Jeff Bezos must be amused.

A former Walmart Inc. (WMT) executive is suing his ex-employer, alleging that it engaged in deceptive practices to inflate e-commerce growth to compete with Amazon.com Inc. (AMZN) .

Former director of business development at Walmart, Tri Huynh claimed in a lawsuit filed Thursday, March 15, in U.S. District Court, Northern District of California, that the company abruptly fired him in early 2017 after he repeatedly complained about its e-commerce reporting protocol.

In the complaint, Huynh outlined Walmart's various alleged ethical wrongdoing, including charging excessive commissions to boost sales figures and failing to process more than $7 million customer returns between September 2015 to March 2016, which also jacked up total sales.

The complaint also stated that in Walmart's financial results, first-party and third-party sales are not differentiated, therefore overstating Walmart's true e-commerce operational growth to investors and analysts.

Walmart charged sales commissions of up to 15% from third-party sellers, versus the 6% to 8% norm, the lawsuit claims. The suit claims that the high rates bolstered revenue, and after Huynh complained that internal controls had not detected the problem multiple times, the company fired him under "false pretenses" of restructuring and performance issues. The plaintiff is seeking punitive damages under the whistleblower law the Sarbanes-Oxley Act of 2002.

To make up for market share lost to Amazon, Walmart "embarked on an overly aggressive push to show meteoric growth in its e-commerce business by any means possible — even illegitimate ones," the complaint reads. "Throughout approximately March through May of 2016, Mr. Huynh continued to raise concerns and make disclosures about the above issues, pressing his superiors to address the bigger picture systemic flaws including the overall lack of effective internal controls regarding these issues."

Among his gripes with the retailer is that Walmart recruited third-party sellers so aggressively that it compromised the quality and delivery of the products. The complaint cited offensive products such as the "Tranny Granny" Halloween costume and the "Got Hitler" logo mug.

Huynh's superiors, in turn, first told him to stop reporting his concerns, the complaint goes on, and when he refused, he began to be isolated from projects and meetings. In October 2016, when Walmart acquired Jet.com and recruited its CEO Marc Lore to lead its e-commerce business, Huynh harbored hopes that his new boss would be more receptive, according to the complaint, but to no avail. After submitting a formal report to Walmart's Global Ethics department as well as to Lore directly in late 2016, he was fired days later, as detailed by the complaint. 

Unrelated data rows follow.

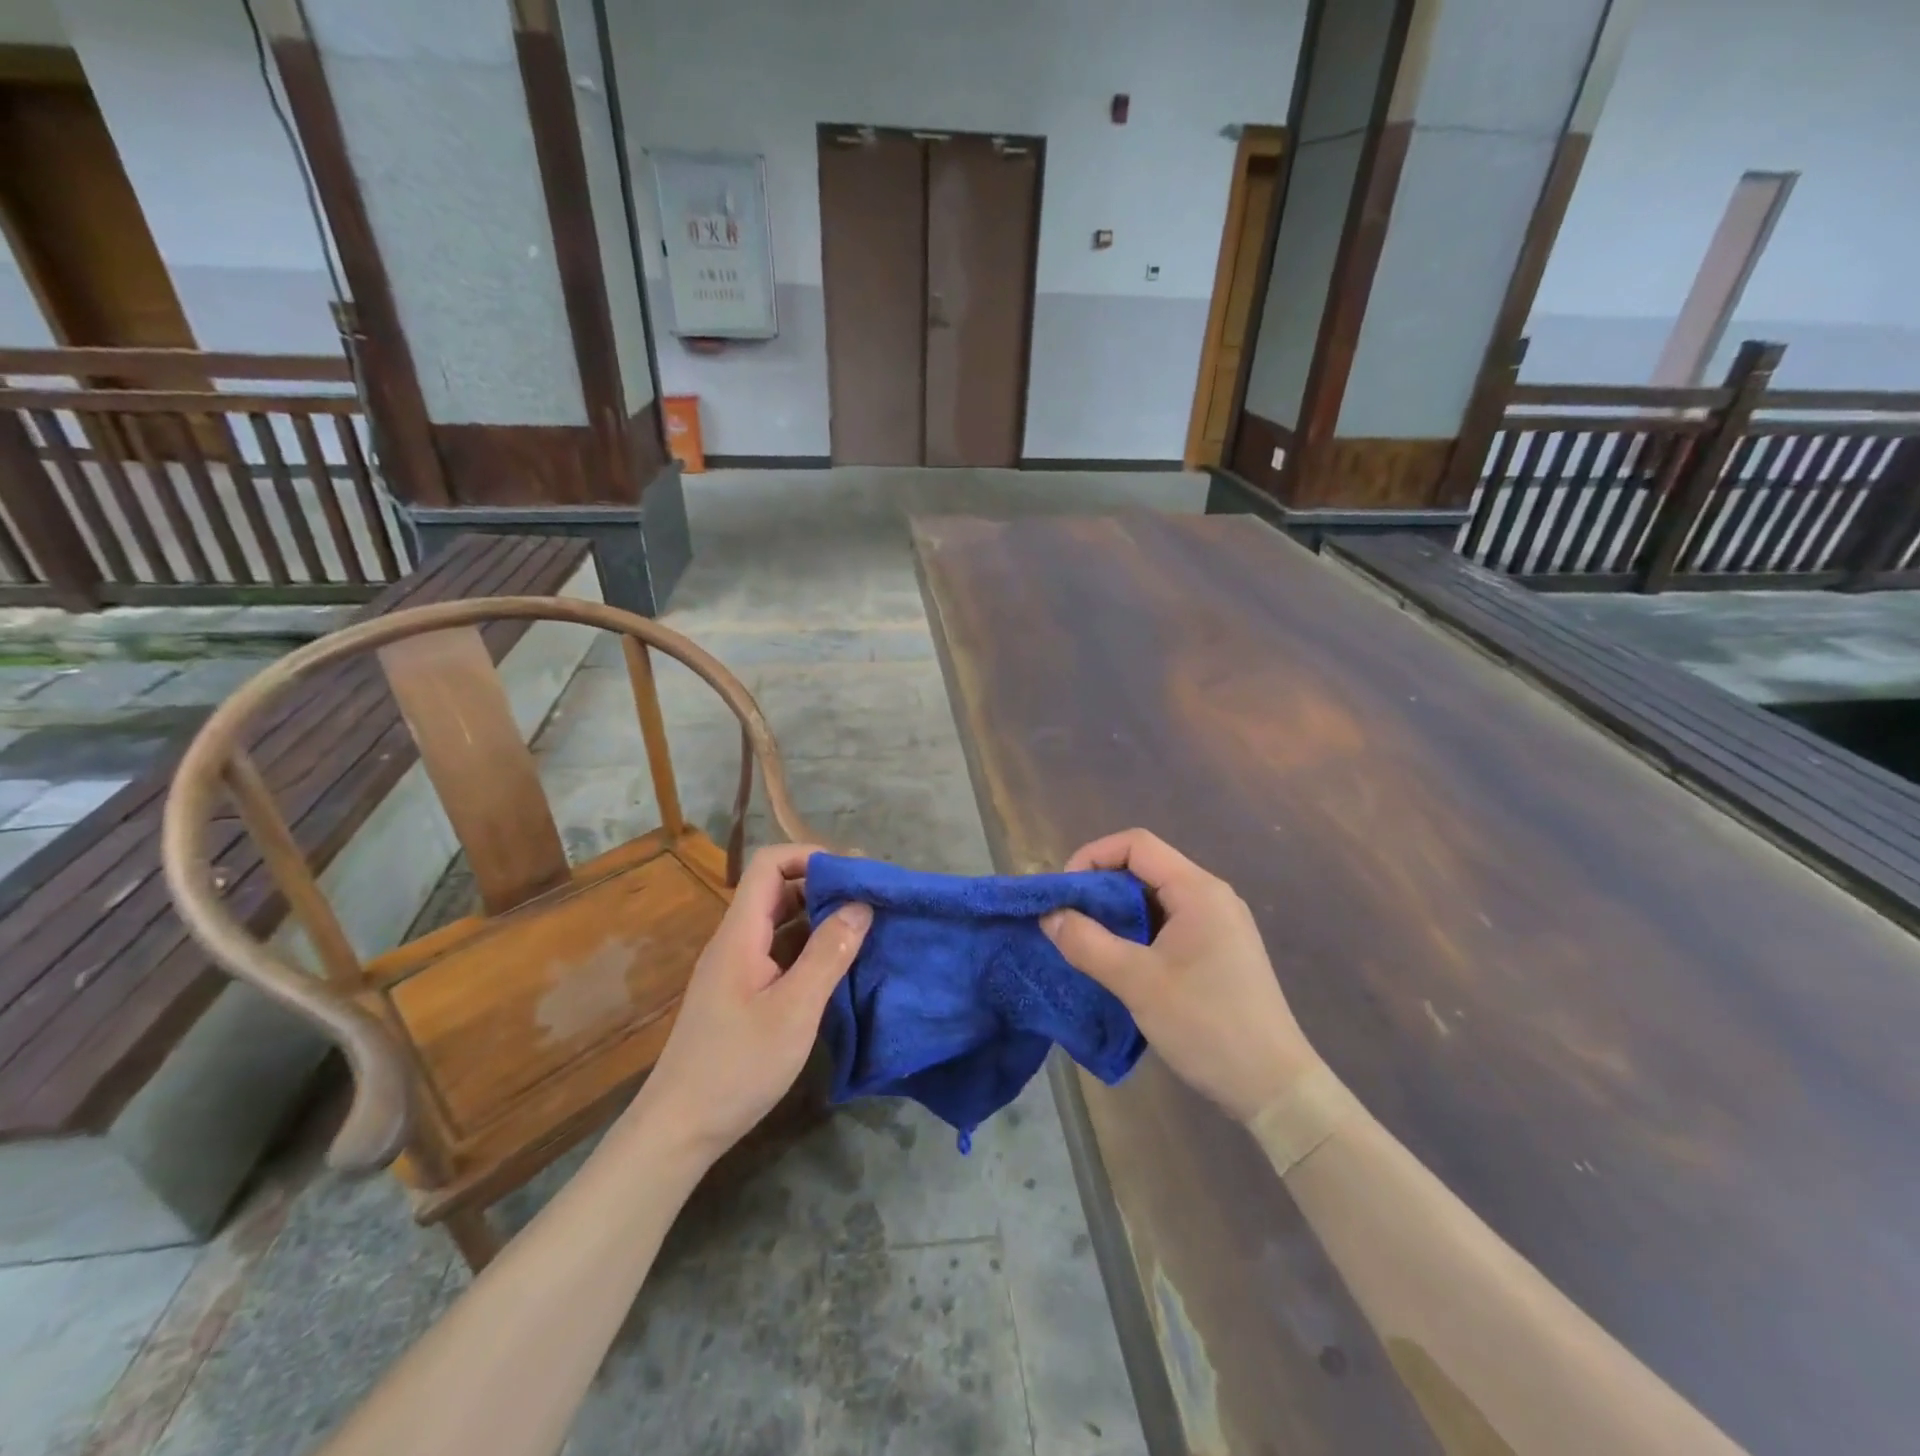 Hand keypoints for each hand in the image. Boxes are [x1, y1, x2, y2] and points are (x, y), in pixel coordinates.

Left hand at [635, 844, 870, 1164]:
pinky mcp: (743, 993)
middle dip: (823, 884)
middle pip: (776, 890)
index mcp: (740, 934)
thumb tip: (861, 904)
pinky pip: (780, 952)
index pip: (768, 866)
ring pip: (780, 922)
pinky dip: (811, 946)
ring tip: (864, 925)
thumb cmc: (737, 1066)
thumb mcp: (794, 1010)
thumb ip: (828, 954)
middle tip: (870, 897)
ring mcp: (738, 968)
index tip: (854, 872)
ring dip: (820, 916)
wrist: (679, 1129)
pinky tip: (840, 963)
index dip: (810, 856)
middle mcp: (736, 941)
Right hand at [1042, 829, 1315, 1123]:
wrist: (1275, 1088)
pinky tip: (1118, 961)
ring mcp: (1218, 924)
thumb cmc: (1207, 1025)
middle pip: (1144, 868)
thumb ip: (1086, 943)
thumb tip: (1048, 916)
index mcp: (1198, 890)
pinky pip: (1168, 923)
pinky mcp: (1218, 951)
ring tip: (1086, 941)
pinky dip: (1137, 932)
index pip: (1136, 844)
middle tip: (1068, 920)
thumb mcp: (1137, 982)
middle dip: (1100, 887)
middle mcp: (1211, 896)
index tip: (1065, 894)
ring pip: (1154, 898)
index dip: (1092, 857)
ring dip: (1116, 913) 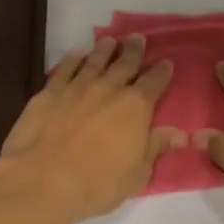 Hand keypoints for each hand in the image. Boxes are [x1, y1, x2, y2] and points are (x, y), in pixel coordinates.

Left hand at [0, 34, 183, 223]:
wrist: (43, 180)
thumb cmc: (97, 184)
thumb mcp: (137, 174)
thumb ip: (156, 148)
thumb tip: (180, 135)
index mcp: (136, 107)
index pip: (154, 82)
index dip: (162, 71)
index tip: (166, 62)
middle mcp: (109, 89)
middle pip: (125, 64)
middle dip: (134, 51)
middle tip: (137, 39)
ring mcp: (77, 87)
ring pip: (95, 61)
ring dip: (104, 50)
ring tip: (109, 41)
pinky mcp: (49, 92)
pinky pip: (65, 68)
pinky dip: (73, 59)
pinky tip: (76, 54)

Walmart has denied the allegations and said they were made by a "disgruntled former associate, who was let go as part of an overall restructuring," according to company spokesperson Randy Hargrove.

"We take allegations like this seriously and looked into them when they were brought to our attention," he said in a statement to TheStreet. "The investigation found nothing to suggest that the company acted improperly. We intend to vigorously defend the company against these claims."

According to Huynh's LinkedIn profile, he worked at Walmart between 2014 and 2017. Between 2011 and 2014, he was  a category leader in consumer electronics at Amazon. Huynh could not be reached for comment. His attorney, David deRubertis of the deRubertis Law Firm, APC, based in Studio City, Calif., declined to immediately comment beyond details provided in the complaint. 

Walmart shares are unaffected by the news, trading up nearly 2% at Friday's close, at $89.17. In its latest quarterly report, the Bentonville, Ark.-based retailer posted online sales growth of 23%, down from its 50% uptick in the third quarter. In full fiscal 2017, e-commerce rose 44% overall.